由一套引物、10倍環介導等溫擴增反應液、DNA聚合酶、陽性對照、陰性對照和顯色劑組成；所述的一套引物是由一對引物和一對內引物組成，其序列為：

引物1：AGAGAACATGCATGAGCT

引物2：CTCTCCAAGATAGAATGTAGCT

內引物1：TCTGTATCAGGATCCCAGAAATGATACTTATCCAGATTATGATAAGAACG

內引物2：ATACCTGACACAGGGGAATCACTTTGCCATTCATATCTAGCT

其中，所述的一對引物與一對內引物的摩爾數之比為1∶6～9；所述的DNA聚合酶為具有鏈置換作用的Bst?DNA聚合酶，活力為8個活性單位/微升；所述的陽性對照為含有插入產氣莢膜梭菌α毒素基因一段特異序列的陽性質粒，環介導等溫擴增反應擴增區位于該特異序列中，其濃度為10⁷拷貝/μL；所述的陰性對照為滅菌雙蒸水；所述的顯色劑為20倍SYBR?Green?I。

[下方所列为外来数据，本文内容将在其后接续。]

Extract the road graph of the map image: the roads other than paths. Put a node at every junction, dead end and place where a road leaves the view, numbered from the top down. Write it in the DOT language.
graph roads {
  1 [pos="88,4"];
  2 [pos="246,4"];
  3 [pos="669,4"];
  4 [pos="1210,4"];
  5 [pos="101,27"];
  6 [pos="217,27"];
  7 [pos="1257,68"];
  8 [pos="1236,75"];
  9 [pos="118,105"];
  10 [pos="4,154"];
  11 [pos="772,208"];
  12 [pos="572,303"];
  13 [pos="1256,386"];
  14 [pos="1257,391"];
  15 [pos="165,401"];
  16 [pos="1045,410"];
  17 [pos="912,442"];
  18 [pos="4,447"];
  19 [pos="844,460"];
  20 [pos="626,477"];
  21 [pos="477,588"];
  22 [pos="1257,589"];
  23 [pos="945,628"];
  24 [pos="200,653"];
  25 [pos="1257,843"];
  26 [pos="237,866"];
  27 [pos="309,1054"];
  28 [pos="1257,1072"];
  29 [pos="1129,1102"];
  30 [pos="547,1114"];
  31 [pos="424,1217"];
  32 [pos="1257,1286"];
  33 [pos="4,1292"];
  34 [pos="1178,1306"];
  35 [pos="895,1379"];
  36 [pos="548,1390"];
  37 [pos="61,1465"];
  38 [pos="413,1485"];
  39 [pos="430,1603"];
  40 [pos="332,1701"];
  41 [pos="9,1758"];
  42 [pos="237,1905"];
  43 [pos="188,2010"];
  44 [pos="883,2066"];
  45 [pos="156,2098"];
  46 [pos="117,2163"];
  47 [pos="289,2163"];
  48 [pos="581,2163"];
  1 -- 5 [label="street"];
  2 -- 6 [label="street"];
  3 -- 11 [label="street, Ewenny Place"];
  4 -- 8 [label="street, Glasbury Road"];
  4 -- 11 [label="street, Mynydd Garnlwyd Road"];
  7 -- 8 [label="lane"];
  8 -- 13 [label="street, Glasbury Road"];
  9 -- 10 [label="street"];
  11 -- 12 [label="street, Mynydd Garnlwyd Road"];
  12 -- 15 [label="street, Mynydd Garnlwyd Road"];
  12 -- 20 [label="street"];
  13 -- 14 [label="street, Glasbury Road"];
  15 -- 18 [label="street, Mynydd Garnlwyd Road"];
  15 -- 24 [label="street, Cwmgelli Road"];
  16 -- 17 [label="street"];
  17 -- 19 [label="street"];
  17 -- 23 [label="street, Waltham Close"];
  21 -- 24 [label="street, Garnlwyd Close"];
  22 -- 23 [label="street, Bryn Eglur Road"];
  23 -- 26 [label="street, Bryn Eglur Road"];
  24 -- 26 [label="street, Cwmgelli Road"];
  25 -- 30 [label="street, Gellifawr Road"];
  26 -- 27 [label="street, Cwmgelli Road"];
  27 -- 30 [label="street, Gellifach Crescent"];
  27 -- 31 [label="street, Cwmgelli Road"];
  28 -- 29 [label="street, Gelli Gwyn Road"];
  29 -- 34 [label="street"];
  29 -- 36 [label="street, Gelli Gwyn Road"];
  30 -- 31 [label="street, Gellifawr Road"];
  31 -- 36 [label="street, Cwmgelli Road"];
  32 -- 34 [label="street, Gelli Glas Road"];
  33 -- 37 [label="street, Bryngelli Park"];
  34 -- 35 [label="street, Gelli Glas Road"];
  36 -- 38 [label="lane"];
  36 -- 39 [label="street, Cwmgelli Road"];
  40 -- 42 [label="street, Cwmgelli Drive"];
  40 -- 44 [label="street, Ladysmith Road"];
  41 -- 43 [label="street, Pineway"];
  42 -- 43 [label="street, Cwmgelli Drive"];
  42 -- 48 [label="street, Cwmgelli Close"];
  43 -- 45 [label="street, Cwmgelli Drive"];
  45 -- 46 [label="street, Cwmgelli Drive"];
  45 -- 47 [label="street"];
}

2.根據權利要求1所述的產氣莢膜梭菌等溫PCR現場快速檢測試劑盒，其特征在于，所述的10倍環介導等溫擴增反應液是由200mmol/L三羥甲基氨基甲烷鹽酸鹽、100mmol/L氯化鉀、100mmol/L硫酸銨、40～100mmol/L硫酸鎂、4～10mol/L甜菜堿、5～18mmol/L的dNTPs、和質量百分濃度0.1％的Triton?X-100組成。

3.根據權利要求2所述的產氣莢膜梭菌等溫PCR現場快速檢測試劑盒，其特征在于，所述的dNTPs為含有四種dNTP的等量混合物。

4.根據權利要求1所述的產氣莢膜梭菌等溫PCR現場快速檢測試劑盒，其特征在于，所述的陽性質粒的制作方法為：采用PCR擴增一段產氣莢膜梭菌α毒素基因特異序列，然后裝入PMD18-T載體，轉化至DH5α感受態細菌，抽取質粒DNA經序列確定后，采用紫外分光光度計測定質粒DNA的濃度并用滅菌雙蒸水調整拷貝數至10⁷拷貝/μL。

5.根據權利要求1所述的產氣莢膜梭菌等溫PCR現場快速檢測試劑盒，其特征在于，所述的SYBR?Green?I為高靈敏度的DNA熒光染料。